I also have a mechanism for checking that the object is truly in a collection, but that isn’t documented as a FEP (yet?). It is documented in my federation document.

But how recipients are expected to know that?

In a regular Delete{Note} activity, authorization check is straightforward: Delete.actor == Note.attributedTo.
But if Delete.actor is a different actor (a group actor), then I wouldn’t be able to process it without 1) knowing the type of application I’m federating with 2) discovering the members collection.

Remove{Note}, in comparison, doesn’t require any special knowledge.

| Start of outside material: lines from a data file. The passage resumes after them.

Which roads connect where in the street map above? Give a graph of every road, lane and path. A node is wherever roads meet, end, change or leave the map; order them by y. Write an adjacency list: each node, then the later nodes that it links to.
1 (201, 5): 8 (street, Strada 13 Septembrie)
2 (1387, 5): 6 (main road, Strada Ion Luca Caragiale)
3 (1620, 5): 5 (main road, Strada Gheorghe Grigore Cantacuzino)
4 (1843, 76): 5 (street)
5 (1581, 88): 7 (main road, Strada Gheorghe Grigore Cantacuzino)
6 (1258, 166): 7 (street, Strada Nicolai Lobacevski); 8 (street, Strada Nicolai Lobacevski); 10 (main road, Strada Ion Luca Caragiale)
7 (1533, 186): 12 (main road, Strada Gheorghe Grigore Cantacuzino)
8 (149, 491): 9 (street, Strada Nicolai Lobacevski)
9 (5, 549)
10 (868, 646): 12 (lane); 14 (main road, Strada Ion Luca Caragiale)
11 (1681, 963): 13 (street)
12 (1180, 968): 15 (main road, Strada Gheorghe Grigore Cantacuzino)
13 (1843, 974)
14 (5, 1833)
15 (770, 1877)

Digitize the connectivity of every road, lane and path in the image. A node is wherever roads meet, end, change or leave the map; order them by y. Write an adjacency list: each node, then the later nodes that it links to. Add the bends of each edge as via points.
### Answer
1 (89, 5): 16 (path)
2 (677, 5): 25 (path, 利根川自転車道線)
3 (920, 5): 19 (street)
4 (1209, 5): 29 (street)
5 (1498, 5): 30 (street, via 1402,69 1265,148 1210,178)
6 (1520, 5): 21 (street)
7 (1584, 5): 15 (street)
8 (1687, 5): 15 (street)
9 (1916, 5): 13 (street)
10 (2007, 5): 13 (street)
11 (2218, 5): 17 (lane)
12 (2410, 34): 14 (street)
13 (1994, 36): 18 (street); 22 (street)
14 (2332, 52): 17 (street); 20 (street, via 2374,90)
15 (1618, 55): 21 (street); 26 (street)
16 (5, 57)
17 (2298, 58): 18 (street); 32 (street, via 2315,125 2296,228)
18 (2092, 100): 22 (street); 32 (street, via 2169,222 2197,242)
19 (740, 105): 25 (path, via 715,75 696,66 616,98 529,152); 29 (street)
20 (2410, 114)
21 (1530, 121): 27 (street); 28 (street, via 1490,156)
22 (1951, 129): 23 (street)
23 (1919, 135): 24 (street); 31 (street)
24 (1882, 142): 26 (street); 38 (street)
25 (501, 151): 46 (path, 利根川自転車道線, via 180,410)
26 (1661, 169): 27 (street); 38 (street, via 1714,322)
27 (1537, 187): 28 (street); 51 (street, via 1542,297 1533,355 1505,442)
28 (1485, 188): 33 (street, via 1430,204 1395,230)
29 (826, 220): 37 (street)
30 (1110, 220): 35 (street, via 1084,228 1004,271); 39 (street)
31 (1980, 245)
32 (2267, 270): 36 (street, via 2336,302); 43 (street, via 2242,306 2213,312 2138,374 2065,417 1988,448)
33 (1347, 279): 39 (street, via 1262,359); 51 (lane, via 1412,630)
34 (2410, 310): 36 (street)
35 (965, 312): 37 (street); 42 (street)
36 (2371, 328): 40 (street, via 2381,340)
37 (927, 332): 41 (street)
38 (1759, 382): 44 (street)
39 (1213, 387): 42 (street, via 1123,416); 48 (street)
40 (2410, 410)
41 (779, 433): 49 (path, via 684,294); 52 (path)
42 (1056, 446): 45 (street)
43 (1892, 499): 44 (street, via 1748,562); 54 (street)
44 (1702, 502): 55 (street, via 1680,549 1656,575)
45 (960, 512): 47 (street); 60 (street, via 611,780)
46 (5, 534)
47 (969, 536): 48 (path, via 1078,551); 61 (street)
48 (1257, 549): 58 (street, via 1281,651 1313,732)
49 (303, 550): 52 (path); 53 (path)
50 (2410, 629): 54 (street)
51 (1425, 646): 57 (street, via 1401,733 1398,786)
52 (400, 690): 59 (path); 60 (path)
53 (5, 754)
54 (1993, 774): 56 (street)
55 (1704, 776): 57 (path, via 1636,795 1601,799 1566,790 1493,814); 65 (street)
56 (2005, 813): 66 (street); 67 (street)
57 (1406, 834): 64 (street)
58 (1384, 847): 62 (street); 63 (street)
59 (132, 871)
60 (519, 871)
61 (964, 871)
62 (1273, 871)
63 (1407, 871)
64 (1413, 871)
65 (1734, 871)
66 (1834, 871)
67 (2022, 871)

It updates the target collection (according to ActivityPub spec), so I just need to verify that Remove.actor == Remove.target.attributedTo.

It’s specified like that in FEP-400e ¯\_(ツ)_/¯

You don’t need to discover the members of the collection to make this work. Remember, I treat ActivityPub like an API.

If you already have this post in your local database, you know which wall it’s on, so you check that, in AP terms, Delete.actor == post.target.attributedTo || Delete.actor == post.attributedTo (my actual DB schema is different, I have owner_id and author_id in my posts table so I just check if it’s either the one or the other).

If you don’t have that post in your local database, it’s a no-op because it’s asking you to delete something you’ve never seen to begin with. Deletes already work like that.

This is exactly what Lemmy does. Delete for your own posts, Remove for mod actions.